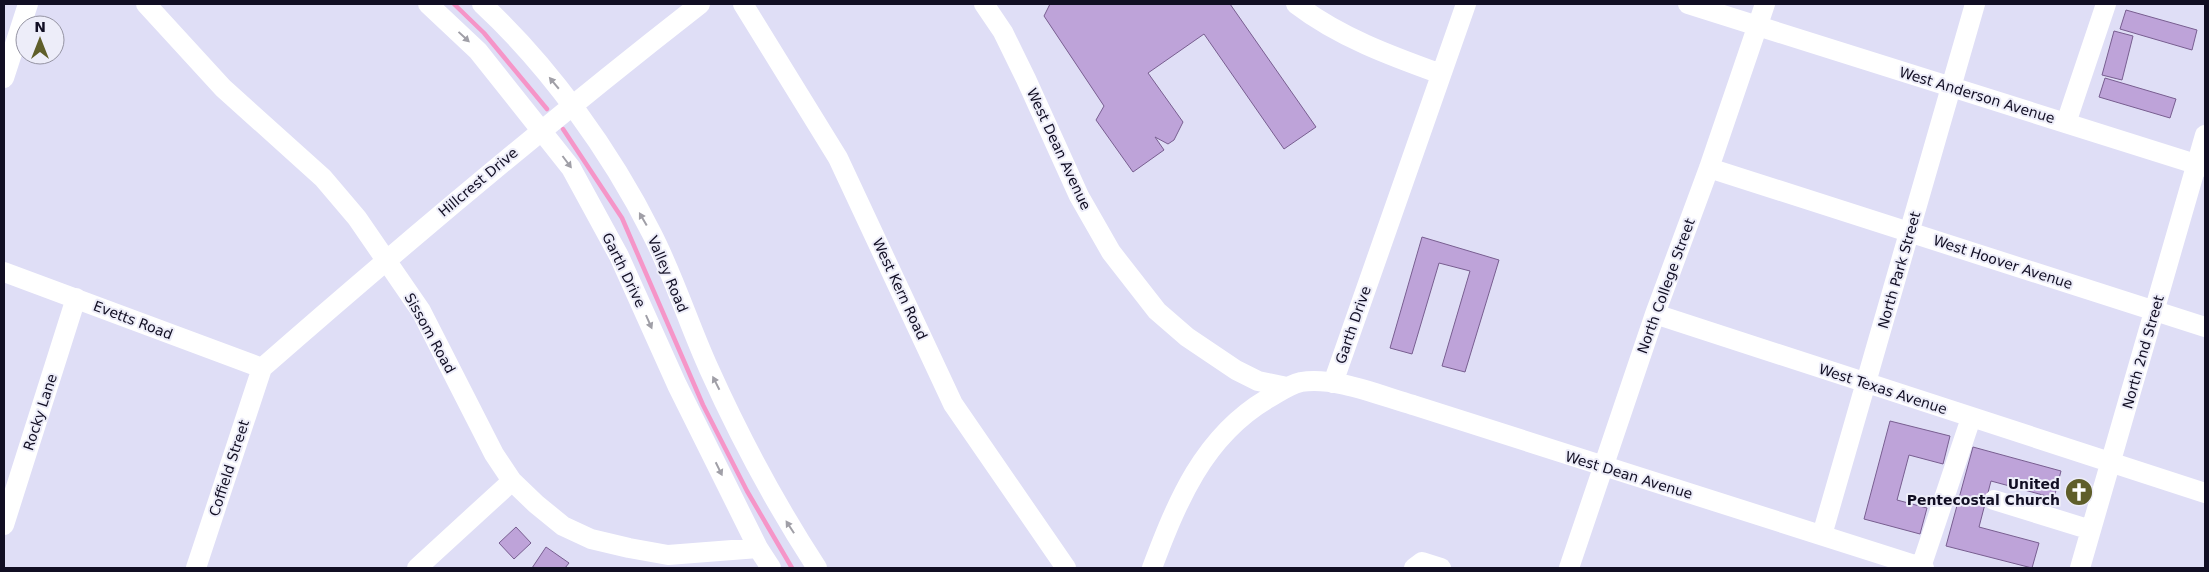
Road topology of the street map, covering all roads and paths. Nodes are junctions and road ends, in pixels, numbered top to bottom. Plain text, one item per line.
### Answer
1 (28, 4) edge
2 (146, 4) edge
3 (428, 4) edge
4 (482, 4) edge
5 (700, 4) edge
6 (744, 4) edge
7 (984, 4) edge
8 (1296, 4) edge
9 (1466, 4) edge
10 (1765, 4) edge
11 (1975, 4) edge
12 (2106, 4) edge
13 (1700, 6) edge
14 (1756, 26) junction
15 (1441, 74) junction
16 (4, 78) edge
17 (1951, 87) junction
18 (572, 104) junction
19 (2066, 123) junction
20 (542, 130) junction
21 (2205, 135) edge
22 (2201, 166) edge
23 (1709, 168) junction
24 (1910, 232) junction
25 (386, 260) junction
26 (4, 272) edge
27 (76, 298) junction
28 (2155, 311) junction
29 (1655, 314) junction
30 (2205, 327) edge
31 (262, 368) junction
32 (1333, 383) junction
33 (1867, 384) junction
34 (1287, 387) junction
35 (1971, 418) junction
36 (2110, 464) junction
37 (1602, 467) junction
38 (512, 481) junction
39 (2205, 493) edge
40 (1994, 500) dead end
41 (4, 525) edge
42 (2091, 530) junction
43 (1822, 535) junction
44 (758, 548) junction
45 (196, 568) edge
46 (417, 568) edge
47 (771, 568) edge
48 (817, 568) edge
49 (1066, 568) edge
50 (1152, 568) edge
51 (1414, 568) edge
52 (1441, 568) edge
53 (1569, 568) edge
54 (1923, 568) edge
55 (2080, 568) edge

1 - 16 street
2 - 25 street, Sissom Road
3 -> 20 street, Garth Drive
18 -> 4 street, Valley Road
5 - 18 street, Hillcrest Drive
6 - 49 street, West Kern Road
7 - 34 street, West Dean Avenue
8 - 15 street
9 - 15 street, Garth Drive
10 - 14 street, North College Street
11 - 17 street, North Park Street
12 - 19 street
13 - 14 street, West Anderson Avenue
14 - 17 street, West Anderson Avenue
14 - 23 street, North College Street
15 - 32 street, Garth Drive
17 - 19 street, West Anderson Avenue
17 - 24 street, North Park Street
18 - 20 street, Hillcrest Drive
48 -> 18 street, Valley Road
19 - 22 street, West Anderson Avenue
20 - 25 street, Hillcrest Drive
20 -> 44 street, Garth Drive
21 - 22 street, North 2nd Street
22 - 28 street, North 2nd Street
23 - 24 street, West Hoover Avenue
23 - 29 street, North College Street
24 - 28 street, West Hoover Avenue
24 - 33 street, North Park Street
25 - 31 street, Hillcrest Drive
25 - 38 street, Sissom Road
26 - 27 street, Evetts Road
27 - 31 street, Evetts Road
27 - 41 street, Rocky Lane
28 - 30 street, West Hoover Avenue
28 - 36 street, North 2nd Street
29 - 33 street, West Texas Avenue
29 - 37 street, North College Street
31 - 45 street, Coffield Street
32 - 34 street
32 - 37 street, West Dean Avenue
33 - 35 street, West Texas Avenue
33 - 43 street, North Park Street
34 - 50 street
35 - 36 street, West Texas Avenue
35 - 54 street
36 - 39 street, West Texas Avenue
36 - 42 street, North 2nd Street
37 - 43 street, West Dean Avenue
37 - 53 street, North College Street
38 - 44 street, Sissom Road
38 - 46 street
40 - 42 street
42 - 55 street, North 2nd Street
43 - 54 street, West Dean Avenue
44 - 47 street, Garth Drive
51 - 52 street

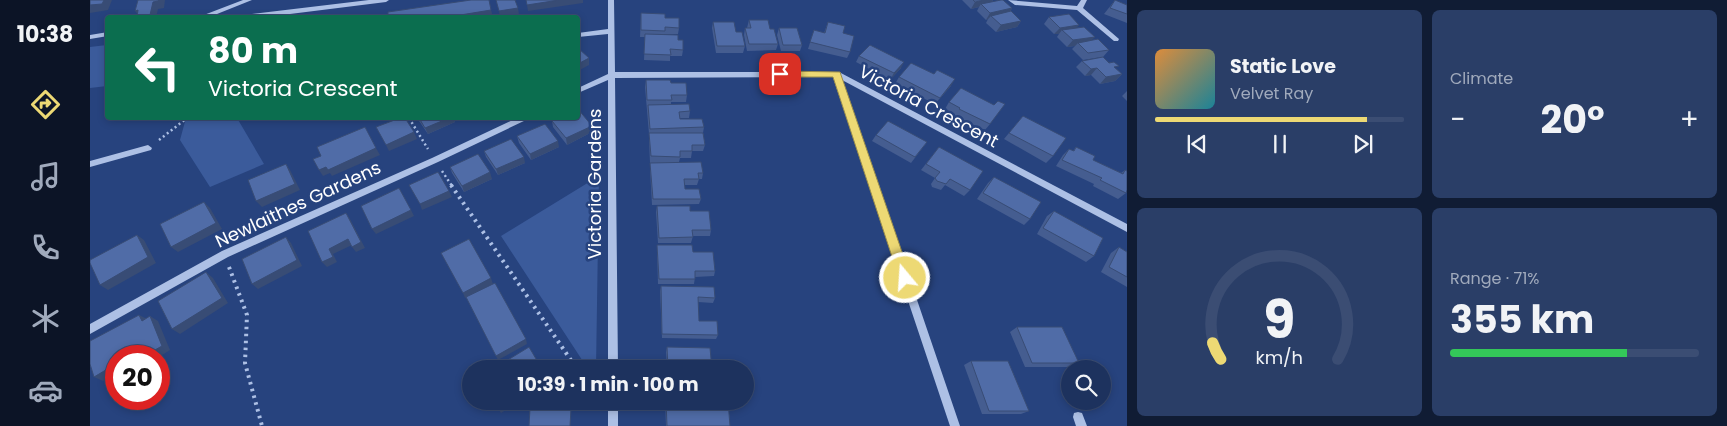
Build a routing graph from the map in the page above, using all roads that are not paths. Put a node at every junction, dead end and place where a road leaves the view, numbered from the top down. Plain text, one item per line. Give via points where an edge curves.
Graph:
1 (249, 0) edge
2 (386, 0) edge
3 (611, 0) edge
4 (1011, 0) edge
5 (1084, 0) edge
6 (1079, 8) junction
7 (207, 15) edge
8 (261, 15) edge
9 (611, 31) junction
10 (105, 34) edge
11 (580, 35) edge
12 (90, 37) edge
13 (1116, 39) dead end
14 (836, 74) junction
15 (610, 76) junction
16 (580, 90) edge
17 (519, 120) edge
18 (148, 148) road end
19 (90, 164) edge
20 (1127, 228) edge
21 (90, 329) edge
22 (613, 360) edge
23 (613, 410) edge
24 (613, 426) edge
25 (954, 426) edge

1 - 7 street
2 - 8 street
3 - 9 street, Victoria Gardens
4 - 6 street via 1015,3
5 - 6 street
6 - 13 street
9 - 11 street
9 - 15 street, Victoria Gardens
10 - 12 street
14 - 15 street, Victoria Crescent
14 - 20 street, Victoria Crescent
14 - 25 street
15 - 16 street
15 - 22 street, Victoria Gardens
17 - 21 street, Newlaithes Gardens via 225,254
18 - 19 street
23 - 24 street

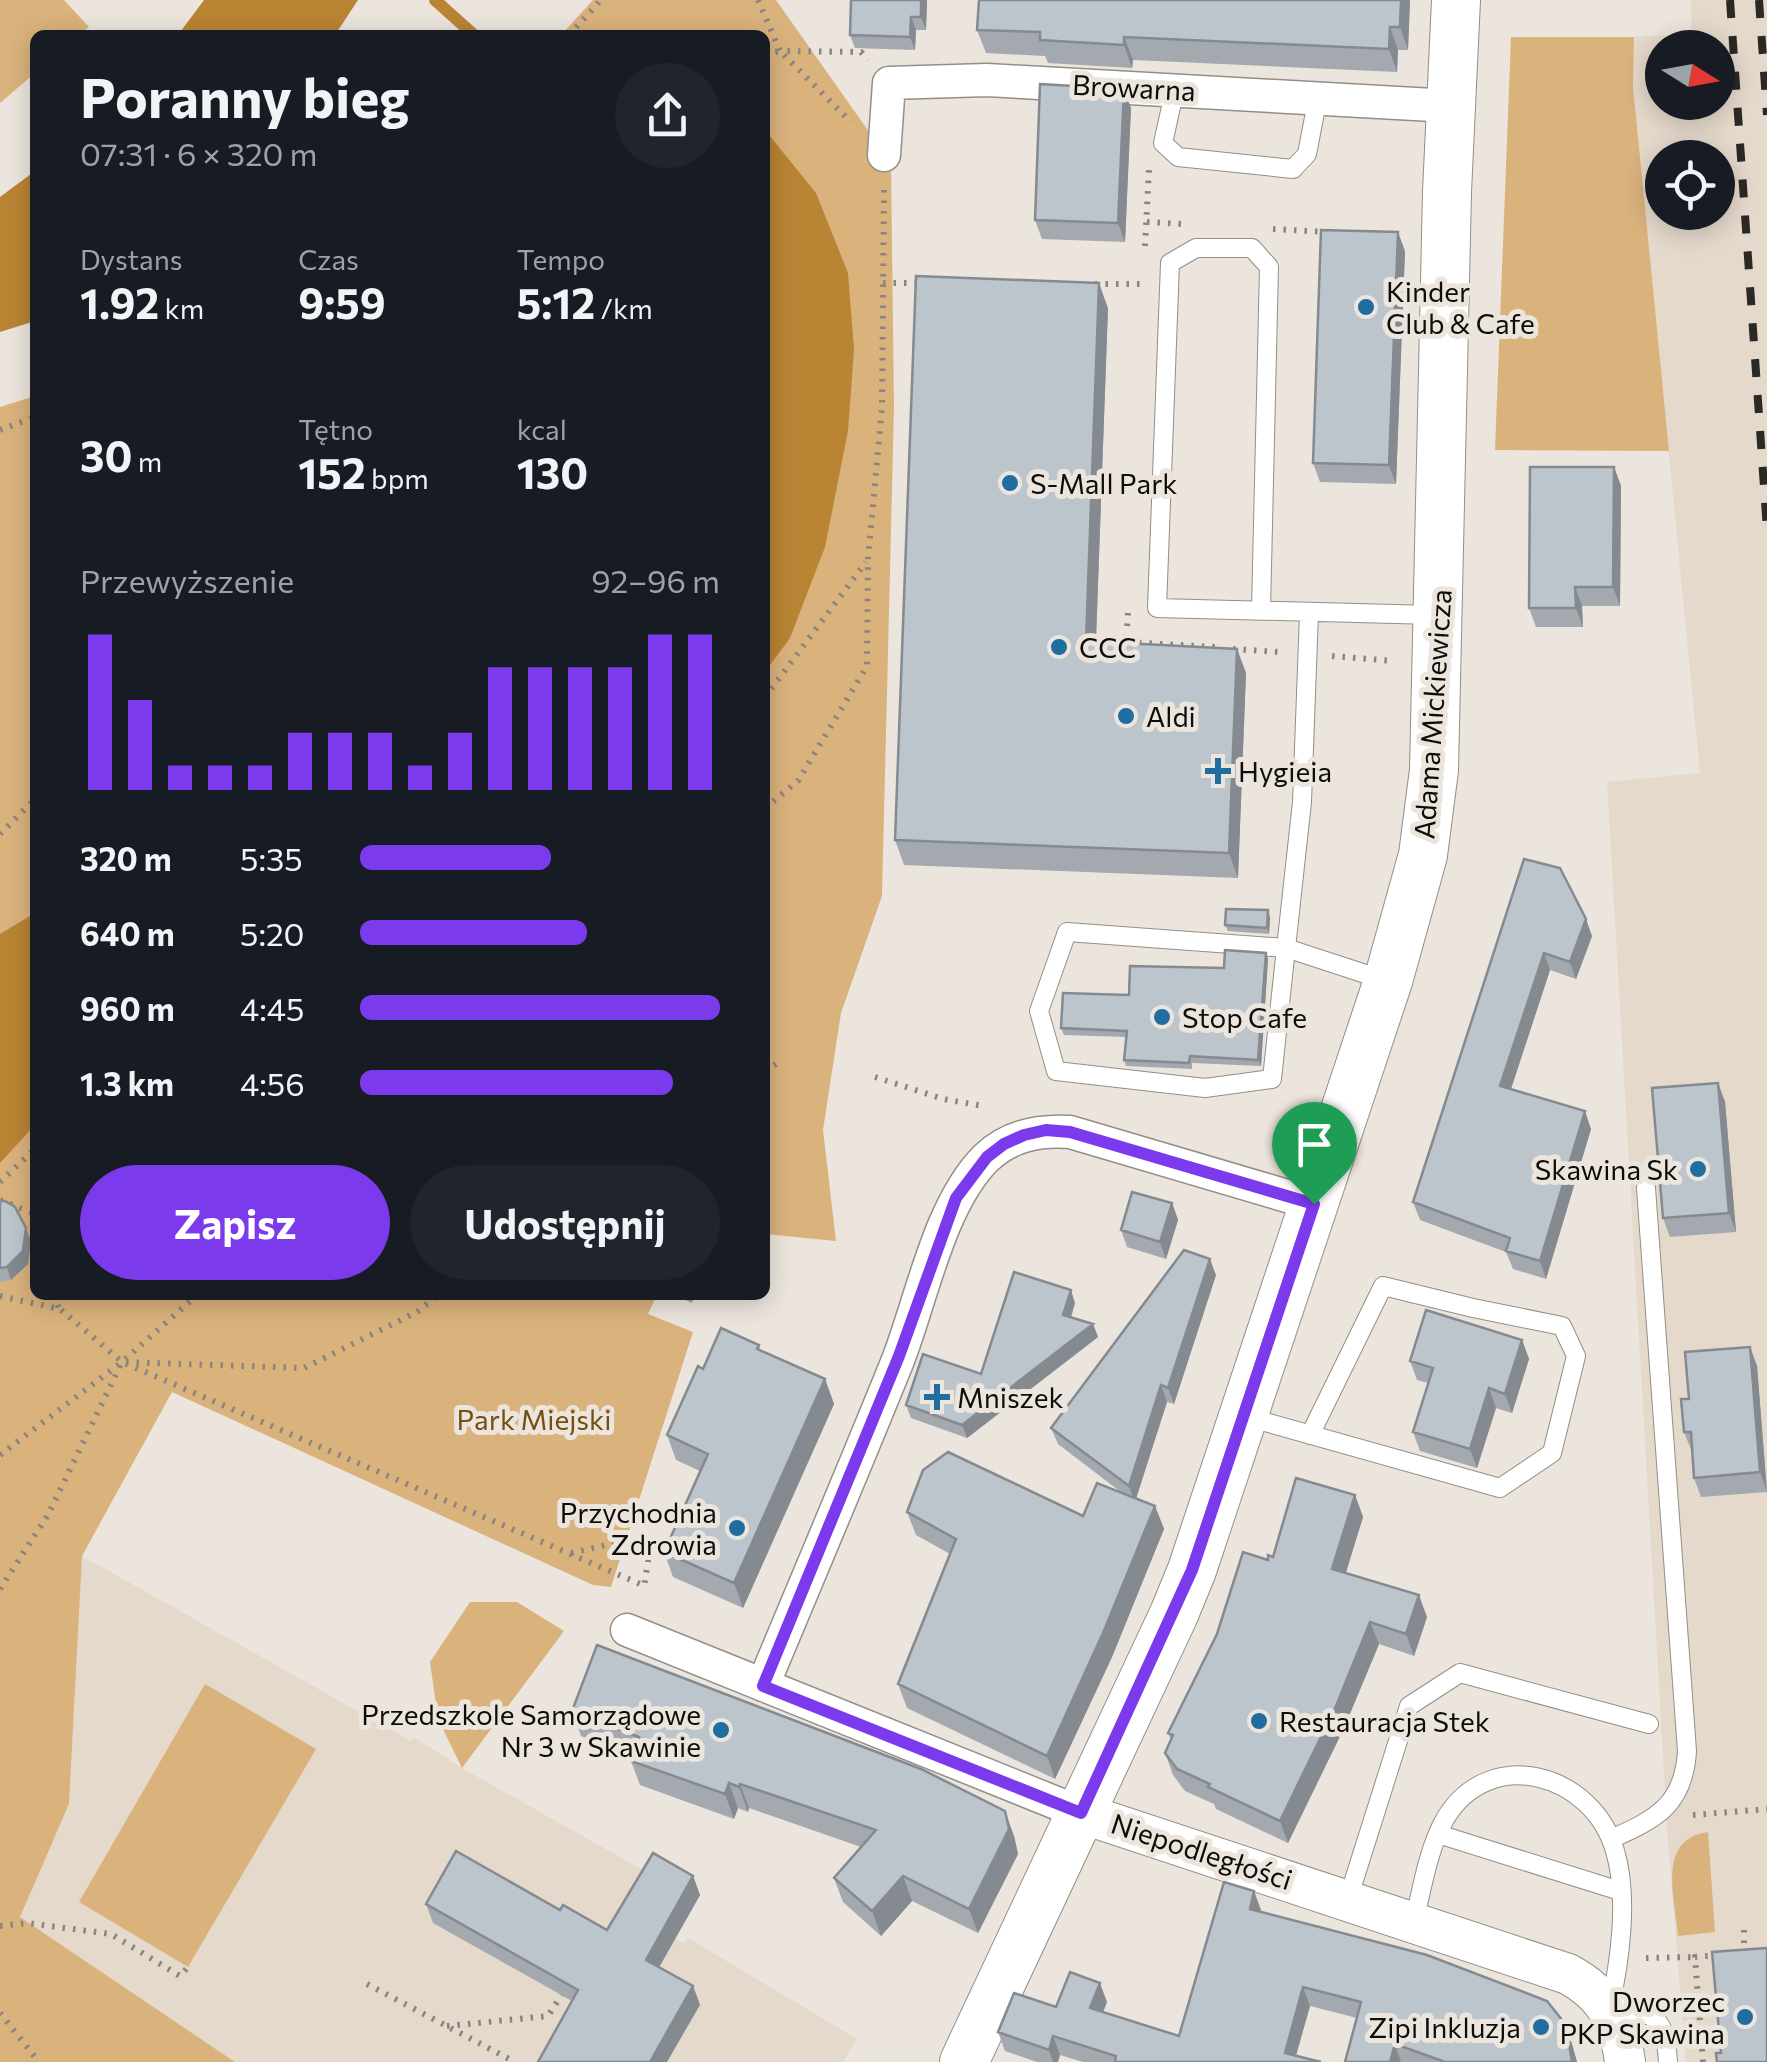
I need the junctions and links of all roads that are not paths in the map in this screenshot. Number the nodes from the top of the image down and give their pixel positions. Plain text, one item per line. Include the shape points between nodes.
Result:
1 (1456, 0) edge
2 (1175, 89) junction
3 (1318, 97) junction
4 (1450, 106) junction
5 (884, 155) road end
6 (1261, 610) junction
7 (1309, 613) junction
8 (1439, 615) junction
9 (1286, 948) junction
10 (1388, 981) junction
11 (1646, 1188) dead end
12 (1314, 1204) junction
13 (1243, 1416) junction
14 (1310, 1436) junction
15 (627, 1630) dead end
16 (763, 1686) junction
17 (1649, 1724) dead end
18 (1081, 1813) junction
19 (1438, 1834) junction
20 (1611, 1838) junction
21 (1620, 1891) junction
22 (1348, 1899) junction
23 (1414, 1922) junction
24 (1610, 2010) junction
25 (964, 2062) edge
26 (1625, 2062) edge
27 (1668, 2062) edge

1 - 4 main road, Adama Mickiewicza
2 - 3 street, Browarna
2 - 3 lane via 1163,143 1178,157 1293,169 1307,154
2 - 5 street, Browarna via 987,80 889,83
3 - 4 street, Browarna
4 - 8 main road, Adama Mickiewicza
6 - 6 lane via 1156,608 1170,263 1196,248 1252,248 1269,267
6 - 7 lane
7 - 8 lane
7 - 9 lane via 1302,802
8 - 10 main road, Adama Mickiewicza via 1430,814
9 - 9 lane via 1068,932 1038,1011 1056,1070 1205,1088 1272,1079
9 - 10 lane
10 - 12 main road, Adama Mickiewicza
11 - 20 lane via 1687,1751 1682,1782 1664,1811
12 - 13 main road, Adama Mickiewicza
12 - 16 street via 1070,1132 1024,1135 987,1157 956,1198 899,1356
13 - 14 lane
13 - 18 main road, Adama Mickiewicza via 1174,1614
14 - 14 lane via 1500,1488 1552,1453 1576,1356 1562,1326 1383,1286
15 - 16 street, Niepodległości
16 - 18 street, Niepodległości
17 - 22 lane via 1460,1673 1409,1706
18 - 22 street, Niepodległości
18 - 25 main road, Adama Mickiewicza
19 - 20 lane via 1467,1793 1522,1776 1554,1781 1577,1794
19 - 21 lane
19 - 23 lane
20 - 21 lane
21 - 24 lane via 1622,1958
22 - 23 street, Niepodległości
23 - 24 street, Niepodległości via 1568,1974
24 - 26 street
24 - 27 lane via 1655,2017 1667,2038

-----

▶ [The problem]: Would you transcribe the whole listing above exactly? The pictures should not be included.

▶ [Task response]:
Road topology of the street map, covering all roads and paths. Nodes are junctions and road ends, in pixels, numbered top to bottom. Plain text, one item per line.
### Answer
1 (28, 4) edge
2 (146, 4) edge
3 (428, 4) edge
4 (482, 4) edge
5 (700, 4) edge
6 (744, 4) edge
7 (984, 4) edge
8 (1296, 4) edge
9 (1466, 4) edge
10 (1765, 4) edge
11 (1975, 4) edge
12 (2106, 4) edge
13 (1700, 6) edge
14 (1756, 26) junction
15 (1441, 74) junction
16 (4, 78) edge
17 (1951, 87) junction
18 (572, 104) junction
19 (2066, 123) junction
20 (542, 130) junction
21 (2205, 135) edge
22 (2201, 166) edge
23 (1709, 168) junction
24 (1910, 232) junction
25 (386, 260) junction
26 (4, 272) edge
27 (76, 298) junction
28 (2155, 311) junction
29 (1655, 314) junction
30 (2205, 327) edge
31 (262, 368) junction
32 (1333, 383) junction
33 (1867, 384) junction
34 (1287, 387) junction
35 (1971, 418) junction
36 (2110, 464) junction
37 (1602, 467) junction
38 (512, 481) junction
39 (2205, 493) edge
40 (1994, 500) dead end
41 (4, 525) edge
42 (2091, 530) junction
43 (1822, 535) junction
44 (758, 548) junction
45 (196, 568) edge
46 (417, 568) edge
47 (771, 568) edge
48 (817, 568) edge
49 (1066, 568) edge
50 (1152, 568) edge
51 (1414, 568) edge
52 (1441, 568) edge
53 (1569, 568) edge
54 (1923, 568) edge
55 (2080, 568) edge

1 - 16 street
2 - 25 street, Sissom Road
3 -> 20 street, Garth Drive
18 -> 4 street, Valley Road
5 - 18 street, Hillcrest Drive
6 - 49 street, West Kern Road
7 - 34 street, West Dean Avenue
8 - 15 street
9 - 15 street, Garth Drive
10 - 14 street, North College Street
11 - 17 street, North Park Street
12 - 19 street
13 - 14 street, West Anderson Avenue
14 - 17 street, West Anderson Avenue
14 - 23 street, North College Street
15 - 32 street, Garth Drive
17 - 19 street, West Anderson Avenue
17 - 24 street, North Park Street
18 - 20 street, Hillcrest Drive
48 -> 18 street, Valley Road
19 - 22 street, West Anderson Avenue
20 - 25 street, Hillcrest Drive
20 -> 44 street, Garth Drive
21 - 22 street, North 2nd Street
22 - 28 street, North 2nd Street
23 - 24 street, West Hoover Avenue
23 - 29 street, North College Street
24 - 28 street, West Hoover Avenue
24 - 33 street, North Park Street
25 - 31 street, Hillcrest Drive
25 - 38 street, Sissom Road
26 - 27 street, Evetts Road
27 - 31 street, Evetts Road
27 - 41 street, Rocky Lane
28 - 30 street, West Hoover Avenue
28 - 36 street, North 2nd Street
29 - 33 street, West Texas Avenue
29 - 37 street, North College Street
31 - 45 street, Coffield Street
32 - 34 street
32 - 37 street, West Dean Avenue
33 - 35 street, West Texas Avenue
33 - 43 street, North Park Street
34 - 50 street
35 - 36 street, West Texas Avenue
35 - 54 street
36 - 39 street, West Texas Avenue
36 - 42 street, North 2nd Street
37 - 43 street, West Dean Avenue
37 - 53 street, North College Street
38 - 44 street, Sissom Road
38 - 46 street
40 - 42 street
42 - 55 street, North 2nd Street
43 - 54 street, West Dean Avenue
44 - 47 street, Garth Drive
51 - 52 street

Build a routing graph from the map in the page above, using all roads that are not paths. Put a node at every junction, dead end and place where a road leaves the view, numbered from the top down. Plain text, one item per line. Give via points where an edge curves.
Graph:
1 (249, 0) edge
2 (386, 0) edge
3 (611, 0) edge
4 (1011, 0) edge
5 (1084, 0) edge
6 (1079, 8) junction
7 (207, 15) edge
8 (261, 15) edge
9 (611, 31) junction
10 (105, 34) edge
11 (580, 35) edge
12 (90, 37) edge
13 (1116, 39) dead end
14 (836, 74) junction
15 (610, 76) junction
16 (580, 90) edge
17 (519, 120) edge
18 (148, 148) road end
19 (90, 164) edge
20 (1127, 228) edge
21 (90, 329) edge
22 (613, 360) edge
23 (613, 410) edge
24 (613, 426) edge
25 (954, 426) edge

1 - 7 street
2 - 8 street
3 - 9 street, Victoria Gardens
4 - 6 street via 1015,3
5 - 6 street
6 - 13 street
9 - 11 street
9 - 15 street, Victoria Gardens
10 - 12 street
14 - 15 street, Victoria Crescent
14 - 20 street, Victoria Crescent
14 - 25 street
15 - 16 street
15 - 22 street, Victoria Gardens
17 - 21 street, Newlaithes Gardens via 225,254
18 - 19 street
23 - 24 street

I need the junctions and links of all roads that are not paths in the map in this screenshot. Number the nodes from the top of the image down and give their pixel positions. Plain text, one item per line. Include the shape points between nodes.
Result:
1 (1456, 0) edge
2 (1175, 89) junction
3 (1318, 97) junction
4 (1450, 106) junction
5 (884, 155) road end
6 (1261, 610) junction
7 (1309, 613) junction
8 (1439, 615) junction
9 (1286, 948) junction
10 (1388, 981) junction
11 (1646, 1188) dead end
12 (1314, 1204) junction
13 (1243, 1416) junction
14 (1310, 1436) junction
15 (627, 1630) dead end
16 (763, 1686) junction
17 (1649, 1724) dead end
18 (1081, 1813) junction
19 (1438, 1834) junction
20 (1611, 1838) junction
21 (1620, 1891) junction
22 (1348, 1899) junction
23 (1414, 1922) junction
24 (1610, 2010) junction
25 (964, 2062) edge
26 (1625, 2062) edge
27 (1668, 2062) edge

1 - 4 main road, Adama Mickiewicza
2 - 3 street, Browarna
2 - 3 lane via 1163,143 1178,157 1293,169 1307,154
2 - 5 street, Browarna via 987,80 889,83
3 - 4 street, Browarna
4 - 8 main road, Adama Mickiewicza
6 - 6 lane via 1156,608 1170,263 1196,248 1252,248 1269,267
6 - 7 lane
7 - 8 lane
7 - 9 lane via 1302,802
8 - 10 main road, Adama Mickiewicza via 1430,814
9 - 9 lane via 1068,932 1038,1011 1056,1070 1205,1088 1272,1079
9 - 10 lane
10 - 12 main road, Adama Mickiewicza
11 - 20 lane via 1687,1751 1682,1782 1664,1811
12 - 13 main road, Adama Mickiewicza
12 - 16 street via 1070,1132 1024,1135 987,1157 956,1198 899,1356
13 - 14 lane
13 - 18 main road, Adama Mickiewicza via 1174,1614
14 - 14 lane via 1500,1488 1552,1453 1576,1356 1562,1326 1383,1286
15 - 16 street, Niepodległości
16 - 18 street, Niepodległości
17 - 22 lane via 1460,1673 1409,1706
18 - 22 street, Niepodległości
18 - 25 main road, Adama Mickiewicza
19 - 20 lane via 1467,1793 1522,1776 1554,1781 1577,1794
19 - 21 lane
19 - 23 lane
20 - 21 lane
21 - 24 lane via 1622,1958
22 - 23 street, Niepodległości
23 - 24 street, Niepodległości via 1568,1974
24 - 26 street
24 - 27 lane via 1655,2017 1667,2038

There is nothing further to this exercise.